■ Brief:
What is wanted is every record, duplicated word for word.

<<<<

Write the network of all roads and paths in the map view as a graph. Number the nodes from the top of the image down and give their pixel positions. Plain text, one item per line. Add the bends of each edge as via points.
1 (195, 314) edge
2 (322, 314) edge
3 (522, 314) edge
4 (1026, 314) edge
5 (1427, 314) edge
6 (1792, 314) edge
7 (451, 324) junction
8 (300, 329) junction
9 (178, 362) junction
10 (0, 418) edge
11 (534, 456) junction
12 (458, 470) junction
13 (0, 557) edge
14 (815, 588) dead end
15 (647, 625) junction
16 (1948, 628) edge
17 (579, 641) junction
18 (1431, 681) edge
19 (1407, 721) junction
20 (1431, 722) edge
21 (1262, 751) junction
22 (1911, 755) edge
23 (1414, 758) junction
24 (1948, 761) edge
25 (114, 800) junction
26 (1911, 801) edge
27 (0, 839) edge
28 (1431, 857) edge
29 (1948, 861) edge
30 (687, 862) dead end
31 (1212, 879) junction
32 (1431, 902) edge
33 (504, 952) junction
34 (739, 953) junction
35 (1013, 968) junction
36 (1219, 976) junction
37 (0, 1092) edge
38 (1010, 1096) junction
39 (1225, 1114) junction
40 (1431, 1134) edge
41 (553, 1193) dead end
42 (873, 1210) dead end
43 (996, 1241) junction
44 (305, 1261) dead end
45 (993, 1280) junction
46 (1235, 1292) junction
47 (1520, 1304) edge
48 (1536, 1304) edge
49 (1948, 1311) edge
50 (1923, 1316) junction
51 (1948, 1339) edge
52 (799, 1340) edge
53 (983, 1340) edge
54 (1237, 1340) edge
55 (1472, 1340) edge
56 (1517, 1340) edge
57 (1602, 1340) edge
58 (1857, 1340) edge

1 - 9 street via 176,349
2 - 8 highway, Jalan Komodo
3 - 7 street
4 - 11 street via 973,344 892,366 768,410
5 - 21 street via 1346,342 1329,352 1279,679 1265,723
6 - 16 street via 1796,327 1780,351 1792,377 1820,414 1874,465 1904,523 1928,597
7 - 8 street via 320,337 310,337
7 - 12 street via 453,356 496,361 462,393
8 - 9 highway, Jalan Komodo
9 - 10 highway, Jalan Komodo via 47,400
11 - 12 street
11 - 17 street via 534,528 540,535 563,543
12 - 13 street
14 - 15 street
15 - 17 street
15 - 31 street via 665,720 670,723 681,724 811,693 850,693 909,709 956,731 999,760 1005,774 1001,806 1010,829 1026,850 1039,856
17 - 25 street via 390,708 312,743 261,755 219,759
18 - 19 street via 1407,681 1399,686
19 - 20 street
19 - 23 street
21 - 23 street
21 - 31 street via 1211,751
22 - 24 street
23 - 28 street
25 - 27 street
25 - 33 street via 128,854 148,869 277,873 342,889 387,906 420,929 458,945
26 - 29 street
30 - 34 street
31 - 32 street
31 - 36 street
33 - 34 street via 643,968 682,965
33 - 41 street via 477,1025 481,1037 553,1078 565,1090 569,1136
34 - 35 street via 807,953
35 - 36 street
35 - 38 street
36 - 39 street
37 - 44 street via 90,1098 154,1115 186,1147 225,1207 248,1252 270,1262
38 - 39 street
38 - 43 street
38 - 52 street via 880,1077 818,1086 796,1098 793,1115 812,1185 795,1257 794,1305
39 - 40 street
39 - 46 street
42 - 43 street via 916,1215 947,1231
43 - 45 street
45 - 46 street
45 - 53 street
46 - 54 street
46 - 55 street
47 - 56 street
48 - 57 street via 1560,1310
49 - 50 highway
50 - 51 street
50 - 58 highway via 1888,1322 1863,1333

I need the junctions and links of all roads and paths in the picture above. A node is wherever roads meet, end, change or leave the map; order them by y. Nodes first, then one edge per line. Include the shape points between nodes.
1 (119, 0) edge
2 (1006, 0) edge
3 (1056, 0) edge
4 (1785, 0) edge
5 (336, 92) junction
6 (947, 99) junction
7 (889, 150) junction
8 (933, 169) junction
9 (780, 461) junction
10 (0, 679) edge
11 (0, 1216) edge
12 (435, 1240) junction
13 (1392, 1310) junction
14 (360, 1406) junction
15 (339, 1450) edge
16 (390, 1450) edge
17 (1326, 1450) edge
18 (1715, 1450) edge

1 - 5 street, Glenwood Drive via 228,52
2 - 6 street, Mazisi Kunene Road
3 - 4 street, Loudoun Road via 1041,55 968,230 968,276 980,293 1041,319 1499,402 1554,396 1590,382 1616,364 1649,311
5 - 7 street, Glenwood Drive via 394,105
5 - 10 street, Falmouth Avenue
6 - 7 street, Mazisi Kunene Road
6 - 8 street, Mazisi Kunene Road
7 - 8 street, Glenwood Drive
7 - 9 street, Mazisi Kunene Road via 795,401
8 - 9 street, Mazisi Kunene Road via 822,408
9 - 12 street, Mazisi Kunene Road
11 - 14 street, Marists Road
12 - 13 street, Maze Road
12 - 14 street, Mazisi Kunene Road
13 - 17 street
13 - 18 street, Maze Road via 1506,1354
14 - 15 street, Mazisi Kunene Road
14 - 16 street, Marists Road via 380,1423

>>>>

■ Solution to this task:
Write the network of all roads and paths in the map view as a graph. Number the nodes from the top of the image down and give their pixel positions. Plain text, one item per line. Add the bends of each edge as via points.
1 (195, 314) edge
2 (322, 314) edge
3 (522, 314) edge
4 (1026, 314) edge
5 (1427, 314) edge
6 (1792, 314) edge
7 (451, 324) junction
8 (300, 329) junction
9 (178, 362) junction
10 (0, 418) edge
11 (534, 456) junction
12 (458, 470) junction
13 (0, 557) edge
14 (815, 588) dead end
15 (647, 625) junction
16 (1948, 628) edge
17 (579, 641) junction
18 (1431, 681) edge
19 (1407, 721) junction
20 (1431, 722) edge
21 (1262, 751) junction
22 (1911, 755) edge
23 (1414, 758) junction
24 (1948, 761) edge
25 (114, 800) junction
26 (1911, 801) edge
27 (0, 839) edge
28 (1431, 857) edge
29 (1948, 861) edge
30 (687, 862) dead end
31 (1212, 879) junction
32 (1431, 902) edge
33 (504, 952) junction
34 (739, 953) junction
35 (1013, 968) junction
36 (1219, 976) junction
37 (0, 1092) edge
38 (1010, 1096) junction
39 (1225, 1114) junction
40 (1431, 1134) edge
41 (553, 1193) dead end
42 (873, 1210) dead end
43 (996, 1241) junction
44 (305, 1261) dead end
45 (993, 1280) junction
46 (1235, 1292) junction
47 (1520, 1304) edge
48 (1536, 1304) edge
49 (1948, 1311) edge
50 (1923, 1316) junction
51 (1948, 1339) edge
52 (799, 1340) edge
53 (983, 1340) edge
54 (1237, 1340) edge
55 (1472, 1340) edge
56 (1517, 1340) edge
57 (1602, 1340) edge
58 (1857, 1340) edge

1 - 9 street via 176,349
2 - 8 highway, Jalan Komodo
3 - 7 street
4 - 11 street via 973,344 892,366 768,410
5 - 21 street via 1346,342 1329,352 1279,679 1265,723
6 - 16 street via 1796,327 1780,351 1792,377 1820,414 1874,465 1904,523 1928,597
7 - 8 street via 320,337 310,337
7 - 12 street via 453,356 496,361 462,393
8 - 9 highway, Jalan Komodo
9 - 10 highway, Jalan Komodo via 47,400
11 - 12 street
11 - 17 street via 534,528 540,535 563,543
12 - 13 street
14 - 15 street
15 - 17 street
15 - 31 street via 665,720 670,723 681,724 811,693 850,693 909,709 956,731 999,760 1005,774 1001,806 1010,829 1026,850 1039,856
17 - 25 street via 390,708 312,743 261,755 219,759
18 - 19 street via 1407,681 1399,686
19 - 20 street
19 - 23 street
21 - 23 street
21 - 31 street via 1211,751
22 - 24 street
23 - 28 street
25 - 27 street
25 - 33 street via 128,854 148,869 277,873 342,889 387,906 420,929 458,945
26 - 29 street
30 - 34 street
31 - 32 street
31 - 36 street
33 - 34 street via 643,968 682,965
33 - 41 street via 477,1025 481,1037 553,1078 565,1090 569,1136
34 - 35 street via 807,953
35 - 36 street
35 - 38 street
36 - 39 street
37 - 44 street via 90,1098 154,1115 186,1147 225,1207 248,1252 270,1262
38 - 39 street
38 - 43 street
38 - 52 street via 880,1077 818,1086 796,1098 793,1115 812,1185 795,1257 794,1305
39 - 40 street
39 - 46 street
42 - 43 street via 916,1215 947,1231
43 - 45 street
45 - 46 street
45 - 53 street
46 - 54 street
46 - 55 street
47 - 56 street
48 - 57 street via 1560,1310
49 - 50 highway
50 - 51 street
50 - 58 highway via 1888,1322 1863,1333

I need the junctions and links of all roads and paths in the picture above. A node is wherever roads meet, end, change or leave the map; order them by y. Nodes first, then one edge per line. Include the shape points between nodes.
1 (119, 0) edge
2 (1006, 0) edge
3 (1056, 0) edge
4 (1785, 0) edge
5 (336, 92) junction
6 (947, 99) junction
7 (889, 150) junction
8 (933, 169) junction
9 (780, 461) junction
10 (0, 679) edge
11 (0, 1216) edge
12 (435, 1240) junction
13 (1392, 1310) junction
14 (360, 1406) junction
15 (339, 1450) edge
16 (390, 1450) edge
17 (1326, 1450) edge
18 (1715, 1450) edge

1 - 5 street, Glenwood Drive via 228,52
2 - 6 street, Mazisi Kunene Road
3 - 4 street, Loudoun Road via 1041,55 968,230 968,276 980,293 1041,319 1499,402 1554,396 1590,382 1616,364 1649,311
5 - 7 street, Glenwood Drive via 394,105
5 - 10 street, Falmouth Avenue
6 - 7 street, Mazisi Kunene Road
6 - 8 street, Mazisi Kunene Road
7 - 8 street, Glenwood Drive
7 - 9 street, Mazisi Kunene Road via 795,401
8 - 9 street, Mazisi Kunene Road via 822,408
9 - 12 street, Mazisi Kunene Road
11 - 14 street, Marists Road
12 - 13 street, Maze Road
12 - 14 street, Mazisi Kunene Road
13 - 17 street
13 - 18 street, Maze Road via 1506,1354
14 - 15 street, Mazisi Kunene Road
14 - 16 street, Marists Road via 380,1423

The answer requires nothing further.